:: WHAT NEEDS TO BE DONE ::
Reproduce the records exactly through the line with "Road topology of".

◇ ◇ ◇

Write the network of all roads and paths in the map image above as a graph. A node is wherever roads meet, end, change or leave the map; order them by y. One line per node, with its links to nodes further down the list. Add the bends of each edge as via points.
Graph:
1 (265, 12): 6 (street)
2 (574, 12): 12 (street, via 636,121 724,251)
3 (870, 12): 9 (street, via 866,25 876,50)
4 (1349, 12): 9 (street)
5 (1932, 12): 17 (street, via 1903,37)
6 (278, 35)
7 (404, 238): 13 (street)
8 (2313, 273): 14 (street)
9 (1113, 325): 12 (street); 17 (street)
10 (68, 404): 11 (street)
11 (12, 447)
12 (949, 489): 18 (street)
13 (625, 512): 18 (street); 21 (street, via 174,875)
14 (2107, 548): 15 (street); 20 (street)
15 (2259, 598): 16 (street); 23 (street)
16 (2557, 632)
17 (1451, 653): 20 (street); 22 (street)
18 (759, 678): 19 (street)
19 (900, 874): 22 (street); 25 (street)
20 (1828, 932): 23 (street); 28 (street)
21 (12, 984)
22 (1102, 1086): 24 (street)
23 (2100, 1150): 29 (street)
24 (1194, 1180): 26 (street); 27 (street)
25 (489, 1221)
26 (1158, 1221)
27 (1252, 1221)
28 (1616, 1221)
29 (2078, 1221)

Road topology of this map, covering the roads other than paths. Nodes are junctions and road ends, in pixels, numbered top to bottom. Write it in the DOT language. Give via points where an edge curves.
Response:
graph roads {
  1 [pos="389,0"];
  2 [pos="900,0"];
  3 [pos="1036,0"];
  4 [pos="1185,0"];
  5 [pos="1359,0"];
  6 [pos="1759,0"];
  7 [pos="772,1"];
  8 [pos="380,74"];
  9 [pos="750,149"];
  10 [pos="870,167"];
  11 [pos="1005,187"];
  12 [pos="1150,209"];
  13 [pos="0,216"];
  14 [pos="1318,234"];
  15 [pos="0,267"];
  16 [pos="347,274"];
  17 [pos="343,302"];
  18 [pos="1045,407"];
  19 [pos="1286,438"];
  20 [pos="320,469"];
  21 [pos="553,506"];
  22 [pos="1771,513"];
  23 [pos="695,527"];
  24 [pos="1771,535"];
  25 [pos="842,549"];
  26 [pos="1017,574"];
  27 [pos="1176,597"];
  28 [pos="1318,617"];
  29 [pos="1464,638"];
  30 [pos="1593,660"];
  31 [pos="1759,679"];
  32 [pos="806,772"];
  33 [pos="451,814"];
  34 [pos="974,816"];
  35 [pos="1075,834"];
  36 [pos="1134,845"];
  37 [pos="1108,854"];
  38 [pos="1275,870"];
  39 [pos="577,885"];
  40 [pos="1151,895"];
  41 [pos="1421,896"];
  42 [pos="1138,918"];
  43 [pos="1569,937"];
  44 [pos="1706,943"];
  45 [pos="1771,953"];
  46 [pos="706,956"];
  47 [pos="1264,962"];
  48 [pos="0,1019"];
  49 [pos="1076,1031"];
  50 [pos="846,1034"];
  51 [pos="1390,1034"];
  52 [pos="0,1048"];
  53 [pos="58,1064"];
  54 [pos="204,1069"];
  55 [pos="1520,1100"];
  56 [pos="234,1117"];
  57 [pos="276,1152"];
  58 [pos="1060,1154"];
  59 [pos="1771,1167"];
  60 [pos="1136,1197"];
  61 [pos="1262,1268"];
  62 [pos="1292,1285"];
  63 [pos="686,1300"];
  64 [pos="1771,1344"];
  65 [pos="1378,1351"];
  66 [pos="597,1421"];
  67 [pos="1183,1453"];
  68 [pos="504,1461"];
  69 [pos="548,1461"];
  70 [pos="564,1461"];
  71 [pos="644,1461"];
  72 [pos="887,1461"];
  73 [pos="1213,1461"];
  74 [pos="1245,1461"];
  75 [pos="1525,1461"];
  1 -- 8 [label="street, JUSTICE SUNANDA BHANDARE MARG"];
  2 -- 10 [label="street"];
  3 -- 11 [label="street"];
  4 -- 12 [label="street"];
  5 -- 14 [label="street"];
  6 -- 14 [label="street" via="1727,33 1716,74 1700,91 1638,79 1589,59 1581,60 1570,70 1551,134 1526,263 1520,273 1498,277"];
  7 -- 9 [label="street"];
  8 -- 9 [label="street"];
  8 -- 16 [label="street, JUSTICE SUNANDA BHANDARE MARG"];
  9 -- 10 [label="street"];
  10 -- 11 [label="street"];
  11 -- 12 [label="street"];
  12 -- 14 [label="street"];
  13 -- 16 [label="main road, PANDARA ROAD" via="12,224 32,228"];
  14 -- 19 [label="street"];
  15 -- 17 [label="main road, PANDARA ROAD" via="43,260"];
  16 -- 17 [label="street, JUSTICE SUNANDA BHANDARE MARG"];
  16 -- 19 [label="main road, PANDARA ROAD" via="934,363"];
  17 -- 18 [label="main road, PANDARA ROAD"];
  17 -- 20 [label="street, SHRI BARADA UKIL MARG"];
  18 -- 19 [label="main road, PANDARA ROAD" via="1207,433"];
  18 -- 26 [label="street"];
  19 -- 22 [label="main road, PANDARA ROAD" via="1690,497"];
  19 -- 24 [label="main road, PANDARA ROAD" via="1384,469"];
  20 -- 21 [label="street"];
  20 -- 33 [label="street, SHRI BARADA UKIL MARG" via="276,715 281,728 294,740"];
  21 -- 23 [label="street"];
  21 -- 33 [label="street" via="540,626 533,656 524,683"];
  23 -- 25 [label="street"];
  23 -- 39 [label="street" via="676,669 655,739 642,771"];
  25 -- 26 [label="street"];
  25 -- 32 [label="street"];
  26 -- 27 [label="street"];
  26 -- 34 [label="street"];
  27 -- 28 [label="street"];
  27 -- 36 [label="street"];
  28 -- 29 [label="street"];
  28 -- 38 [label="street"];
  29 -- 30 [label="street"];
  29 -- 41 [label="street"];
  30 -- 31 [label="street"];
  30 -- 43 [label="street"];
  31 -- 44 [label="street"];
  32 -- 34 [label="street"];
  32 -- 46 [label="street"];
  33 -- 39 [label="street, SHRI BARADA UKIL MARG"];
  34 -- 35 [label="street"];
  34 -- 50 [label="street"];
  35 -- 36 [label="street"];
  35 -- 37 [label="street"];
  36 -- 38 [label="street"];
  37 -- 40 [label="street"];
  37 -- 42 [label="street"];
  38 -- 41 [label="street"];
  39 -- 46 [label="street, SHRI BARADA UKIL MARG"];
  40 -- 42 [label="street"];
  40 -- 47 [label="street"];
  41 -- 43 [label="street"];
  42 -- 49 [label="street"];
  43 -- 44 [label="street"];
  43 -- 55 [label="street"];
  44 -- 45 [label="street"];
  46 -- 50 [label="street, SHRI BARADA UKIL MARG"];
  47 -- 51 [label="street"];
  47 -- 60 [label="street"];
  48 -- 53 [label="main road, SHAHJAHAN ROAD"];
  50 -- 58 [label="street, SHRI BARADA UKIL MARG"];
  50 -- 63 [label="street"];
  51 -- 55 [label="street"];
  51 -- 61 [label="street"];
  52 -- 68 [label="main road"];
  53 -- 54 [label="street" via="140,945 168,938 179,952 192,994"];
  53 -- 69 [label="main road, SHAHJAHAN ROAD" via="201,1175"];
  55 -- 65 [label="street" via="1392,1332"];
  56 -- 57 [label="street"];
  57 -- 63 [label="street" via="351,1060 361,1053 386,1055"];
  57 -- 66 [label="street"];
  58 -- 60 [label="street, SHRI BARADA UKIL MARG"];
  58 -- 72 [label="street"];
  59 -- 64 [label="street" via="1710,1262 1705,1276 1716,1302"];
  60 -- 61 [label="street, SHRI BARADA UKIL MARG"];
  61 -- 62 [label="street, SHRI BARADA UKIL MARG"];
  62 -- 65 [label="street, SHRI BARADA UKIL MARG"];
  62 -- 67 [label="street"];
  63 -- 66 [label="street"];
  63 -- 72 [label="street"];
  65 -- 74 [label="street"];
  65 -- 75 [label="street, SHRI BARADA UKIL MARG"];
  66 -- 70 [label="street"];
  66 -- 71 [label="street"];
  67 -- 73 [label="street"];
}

◇ ◇ ◇

:: COMPLETED TASK ::
Write the network of all roads and paths in the map image above as a graph. A node is wherever roads meet, end, change or leave the map; order them by y. One line per node, with its links to nodes further down the list. Add the bends of each edge as via points.
Graph:
1 (265, 12): 6 (street)
2 (574, 12): 12 (street, via 636,121 724,251)
3 (870, 12): 9 (street, via 866,25 876,50)
4 (1349, 12): 9 (street)
5 (1932, 12): 17 (street, via 1903,37)
6 (278, 35)
7 (404, 238): 13 (street)
8 (2313, 273): 14 (street)
9 (1113, 325): 12 (street); 17 (street)
10 (68, 404): 11 (street)
11 (12, 447)
12 (949, 489): 18 (street)
13 (625, 512): 18 (street); 21 (street, via 174,875)
14 (2107, 548): 15 (street); 20 (street)
15 (2259, 598): 16 (street); 23 (street)
16 (2557, 632)
17 (1451, 653): 20 (street); 22 (street)
18 (759, 678): 19 (street)
19 (900, 874): 22 (street); 25 (street)
20 (1828, 932): 23 (street); 28 (street)
21 (12, 984)
22 (1102, 1086): 24 (street)
23 (2100, 1150): 29 (street)
24 (1194, 1180): 26 (street); 27 (street)
25 (489, 1221)
26 (1158, 1221)
27 (1252, 1221)
28 (1616, 1221)
29 (2078, 1221)

Road topology of this map, covering the roads other than paths. Nodes are junctions and road ends, in pixels, numbered top to bottom. Write it in the DOT language. Give via points where an edge curves.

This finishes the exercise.